Editeur : Philippe Picquier

roman de Ito Ogawa

Présentation de l’éditeur

Hatoko a vingt-cinq ans et la voici de retour à Kamakura, dans la petite papeterie que lui a léguée sa grand-mère. Le moment est venu pour elle de faire ses premiers pas comme écrivain public, car cette grand-mère, une femme exigeante et sévère, lui a enseigné l’art difficile d’écrire pour les autres.

Le choix des mots, mais aussi la calligraphie, le papier, l’encre, l’enveloppe, le timbre, tout est important dans une lettre. Hatoko répond aux souhaits même les plus surprenants de ceux qui viennent la voir : elle calligraphie des cartes de v ux, rédige un mot de condoléances pour le décès d’un singe, des lettres d’adieu aussi bien que d’amour. A toutes les exigences elle se plie avec bonheur, pour résoudre un conflit, apaiser un chagrin.

Et c’est ainsi que, grâce à son talent, la papeterie Tsubaki devient bientôt un lieu de partage avec les autres et le théâtre des réconciliations inattendues.

Avis d’Emilie

On entre dans ce roman comme on voyage : des étoiles dans les yeux, et un air de dépaysement complet.

Très poétique, et pourtant très simple, ce roman nous emmène sur les traces de Popo. Cette jeune femme est partie à l’étranger pour étudier et se séparer un peu de sa grand-mère qui l’a élevée. Malheureusement, celle-ci est morte alors que Popo était absente.

Aujourd’hui, Popo revient dans sa ville natale et reprend la papeterie dont elle a hérité. Sous ce nom de papeterie, on retrouve le magasin classique, qui vend des fournitures scolaires et de bureau, mais aussi le statut d’écrivain public, qui est lui très différent de ce qu’on connaît en France. En effet, on s’adresse à elle pour écrire des vœux, ou répondre à des lettres.

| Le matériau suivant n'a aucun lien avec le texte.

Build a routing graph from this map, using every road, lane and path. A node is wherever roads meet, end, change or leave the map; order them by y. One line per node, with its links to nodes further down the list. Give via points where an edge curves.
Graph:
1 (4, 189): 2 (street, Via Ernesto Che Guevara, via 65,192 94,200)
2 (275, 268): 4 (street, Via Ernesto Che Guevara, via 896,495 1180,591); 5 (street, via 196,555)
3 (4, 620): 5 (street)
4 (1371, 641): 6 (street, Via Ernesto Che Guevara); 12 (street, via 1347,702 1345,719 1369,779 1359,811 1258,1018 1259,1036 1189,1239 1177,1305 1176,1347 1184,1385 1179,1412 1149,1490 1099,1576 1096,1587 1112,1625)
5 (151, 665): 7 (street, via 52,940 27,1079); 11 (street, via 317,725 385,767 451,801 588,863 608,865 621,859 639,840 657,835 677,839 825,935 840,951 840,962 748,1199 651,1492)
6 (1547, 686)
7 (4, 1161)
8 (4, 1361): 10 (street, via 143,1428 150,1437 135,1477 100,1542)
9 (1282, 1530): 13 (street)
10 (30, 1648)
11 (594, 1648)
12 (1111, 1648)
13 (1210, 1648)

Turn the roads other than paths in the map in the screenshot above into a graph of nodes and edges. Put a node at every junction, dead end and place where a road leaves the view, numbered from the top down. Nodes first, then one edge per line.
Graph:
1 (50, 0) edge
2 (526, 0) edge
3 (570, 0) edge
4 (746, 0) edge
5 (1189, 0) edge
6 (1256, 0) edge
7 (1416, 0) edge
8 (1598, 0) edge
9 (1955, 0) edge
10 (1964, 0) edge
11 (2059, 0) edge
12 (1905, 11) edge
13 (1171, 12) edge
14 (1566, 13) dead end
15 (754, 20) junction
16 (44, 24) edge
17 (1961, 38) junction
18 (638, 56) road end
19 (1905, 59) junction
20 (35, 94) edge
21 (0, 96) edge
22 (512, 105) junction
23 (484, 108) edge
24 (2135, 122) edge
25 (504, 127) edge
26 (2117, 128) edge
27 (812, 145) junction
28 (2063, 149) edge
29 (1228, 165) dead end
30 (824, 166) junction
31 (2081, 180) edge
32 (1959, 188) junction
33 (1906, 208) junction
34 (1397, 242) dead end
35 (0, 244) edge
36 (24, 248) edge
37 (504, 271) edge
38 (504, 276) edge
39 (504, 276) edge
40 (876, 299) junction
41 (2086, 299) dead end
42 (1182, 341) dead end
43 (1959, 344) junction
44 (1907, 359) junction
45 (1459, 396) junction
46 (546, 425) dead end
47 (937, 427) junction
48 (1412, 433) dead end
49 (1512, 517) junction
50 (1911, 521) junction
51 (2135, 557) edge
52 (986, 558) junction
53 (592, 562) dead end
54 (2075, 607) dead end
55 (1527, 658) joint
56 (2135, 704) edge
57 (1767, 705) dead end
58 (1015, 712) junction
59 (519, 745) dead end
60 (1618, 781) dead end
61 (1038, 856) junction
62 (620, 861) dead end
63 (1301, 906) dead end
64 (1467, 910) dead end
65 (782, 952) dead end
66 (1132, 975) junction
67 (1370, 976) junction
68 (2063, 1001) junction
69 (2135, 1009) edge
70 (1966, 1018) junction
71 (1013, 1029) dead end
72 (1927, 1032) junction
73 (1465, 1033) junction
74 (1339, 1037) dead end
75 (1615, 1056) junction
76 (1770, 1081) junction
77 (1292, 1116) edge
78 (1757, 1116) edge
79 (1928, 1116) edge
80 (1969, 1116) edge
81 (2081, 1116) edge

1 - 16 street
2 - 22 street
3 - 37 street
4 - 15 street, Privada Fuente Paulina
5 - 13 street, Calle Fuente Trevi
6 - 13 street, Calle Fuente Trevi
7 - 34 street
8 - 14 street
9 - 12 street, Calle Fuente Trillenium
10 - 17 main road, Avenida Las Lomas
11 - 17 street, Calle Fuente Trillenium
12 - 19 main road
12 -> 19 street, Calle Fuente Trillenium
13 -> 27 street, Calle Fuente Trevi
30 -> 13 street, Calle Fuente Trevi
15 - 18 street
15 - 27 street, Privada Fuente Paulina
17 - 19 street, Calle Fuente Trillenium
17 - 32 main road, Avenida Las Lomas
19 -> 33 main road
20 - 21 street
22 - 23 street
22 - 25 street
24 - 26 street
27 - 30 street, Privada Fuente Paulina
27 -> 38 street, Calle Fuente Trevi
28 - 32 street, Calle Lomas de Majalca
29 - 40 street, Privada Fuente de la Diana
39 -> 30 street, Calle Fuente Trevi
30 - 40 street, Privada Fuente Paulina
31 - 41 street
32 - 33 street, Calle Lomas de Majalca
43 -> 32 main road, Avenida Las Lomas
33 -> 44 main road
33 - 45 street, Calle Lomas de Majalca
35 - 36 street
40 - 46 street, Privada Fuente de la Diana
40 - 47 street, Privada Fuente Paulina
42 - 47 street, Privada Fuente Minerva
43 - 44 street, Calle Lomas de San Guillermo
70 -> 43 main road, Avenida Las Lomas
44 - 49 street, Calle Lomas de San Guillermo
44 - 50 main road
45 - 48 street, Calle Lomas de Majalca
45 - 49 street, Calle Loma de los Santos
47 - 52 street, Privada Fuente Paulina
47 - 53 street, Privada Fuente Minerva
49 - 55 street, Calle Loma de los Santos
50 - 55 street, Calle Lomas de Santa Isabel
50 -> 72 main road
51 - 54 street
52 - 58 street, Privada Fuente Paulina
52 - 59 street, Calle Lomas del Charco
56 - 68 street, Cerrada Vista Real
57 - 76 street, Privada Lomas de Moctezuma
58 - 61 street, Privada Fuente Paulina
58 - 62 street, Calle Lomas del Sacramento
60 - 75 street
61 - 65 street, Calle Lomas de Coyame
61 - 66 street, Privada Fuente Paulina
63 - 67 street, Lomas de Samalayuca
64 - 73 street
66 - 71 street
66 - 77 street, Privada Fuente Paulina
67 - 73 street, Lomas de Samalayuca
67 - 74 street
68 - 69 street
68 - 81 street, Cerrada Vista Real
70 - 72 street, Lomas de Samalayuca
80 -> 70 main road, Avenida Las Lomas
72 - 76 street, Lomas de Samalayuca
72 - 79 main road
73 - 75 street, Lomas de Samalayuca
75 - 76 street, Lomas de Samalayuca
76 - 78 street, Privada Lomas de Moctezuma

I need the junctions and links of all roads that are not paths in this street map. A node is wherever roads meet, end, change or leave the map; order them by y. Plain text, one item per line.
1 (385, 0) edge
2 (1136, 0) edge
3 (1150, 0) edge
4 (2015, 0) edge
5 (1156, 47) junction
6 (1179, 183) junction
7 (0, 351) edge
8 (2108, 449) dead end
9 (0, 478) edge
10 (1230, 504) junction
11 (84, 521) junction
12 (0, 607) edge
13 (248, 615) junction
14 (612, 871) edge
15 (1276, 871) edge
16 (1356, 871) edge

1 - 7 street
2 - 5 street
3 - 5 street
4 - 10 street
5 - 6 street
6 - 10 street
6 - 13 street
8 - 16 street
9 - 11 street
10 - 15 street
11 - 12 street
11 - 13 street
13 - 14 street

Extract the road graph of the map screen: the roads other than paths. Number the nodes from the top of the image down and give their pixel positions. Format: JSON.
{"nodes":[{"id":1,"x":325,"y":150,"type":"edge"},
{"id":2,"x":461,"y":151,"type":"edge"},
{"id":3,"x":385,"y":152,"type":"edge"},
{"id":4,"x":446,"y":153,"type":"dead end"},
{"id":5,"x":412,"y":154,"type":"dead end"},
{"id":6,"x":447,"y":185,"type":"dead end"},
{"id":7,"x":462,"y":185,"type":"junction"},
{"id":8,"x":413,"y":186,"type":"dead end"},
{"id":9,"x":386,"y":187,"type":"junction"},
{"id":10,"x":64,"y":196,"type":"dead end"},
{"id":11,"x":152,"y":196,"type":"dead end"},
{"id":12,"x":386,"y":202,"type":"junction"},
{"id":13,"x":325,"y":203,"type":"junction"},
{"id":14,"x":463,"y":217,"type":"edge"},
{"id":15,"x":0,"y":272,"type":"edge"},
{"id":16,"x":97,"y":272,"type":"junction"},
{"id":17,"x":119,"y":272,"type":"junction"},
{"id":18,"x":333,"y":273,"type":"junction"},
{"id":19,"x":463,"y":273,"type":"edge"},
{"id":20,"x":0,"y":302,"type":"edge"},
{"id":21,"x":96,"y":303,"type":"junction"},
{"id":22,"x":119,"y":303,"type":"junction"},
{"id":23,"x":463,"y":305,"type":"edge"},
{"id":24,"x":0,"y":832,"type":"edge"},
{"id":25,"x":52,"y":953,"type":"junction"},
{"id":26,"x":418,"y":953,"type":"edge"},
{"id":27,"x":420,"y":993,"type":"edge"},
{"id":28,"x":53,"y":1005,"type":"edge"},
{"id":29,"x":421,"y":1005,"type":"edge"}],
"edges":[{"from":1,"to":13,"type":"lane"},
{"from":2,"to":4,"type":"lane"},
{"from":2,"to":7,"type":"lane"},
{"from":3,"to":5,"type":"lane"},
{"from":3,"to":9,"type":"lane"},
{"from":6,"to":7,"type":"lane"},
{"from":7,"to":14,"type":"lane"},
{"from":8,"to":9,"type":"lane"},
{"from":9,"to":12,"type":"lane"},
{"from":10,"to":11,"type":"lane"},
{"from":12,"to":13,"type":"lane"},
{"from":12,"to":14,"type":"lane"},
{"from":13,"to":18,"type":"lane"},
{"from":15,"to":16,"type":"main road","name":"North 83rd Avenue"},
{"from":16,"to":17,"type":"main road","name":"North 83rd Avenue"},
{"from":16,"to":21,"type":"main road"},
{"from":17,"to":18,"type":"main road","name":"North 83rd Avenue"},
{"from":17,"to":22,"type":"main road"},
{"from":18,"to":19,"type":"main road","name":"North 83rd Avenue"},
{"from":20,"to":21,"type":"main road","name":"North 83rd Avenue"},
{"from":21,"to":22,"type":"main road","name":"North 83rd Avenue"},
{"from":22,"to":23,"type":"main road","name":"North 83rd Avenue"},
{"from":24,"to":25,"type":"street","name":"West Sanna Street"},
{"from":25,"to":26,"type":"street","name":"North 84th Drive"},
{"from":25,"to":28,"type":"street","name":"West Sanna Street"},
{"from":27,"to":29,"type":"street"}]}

Mais au Japon, on fait les choses bien. Il faut choisir le papier, le stylo ou le pinceau, l’enveloppe, le timbre... en plus du contenu de la lettre bien sûr ! C’est tout un art. Et ce qui est adorable et plaisant, c’est que les lettres sont publiées dans le roman (traduites mais aussi en japonais), ce qui donne un étrange sentiment de réel. Parle-t-on bien d’un roman ou est-ce un témoignage ? Le fait que le livre soit écrit à la première personne laisse douter le lecteur.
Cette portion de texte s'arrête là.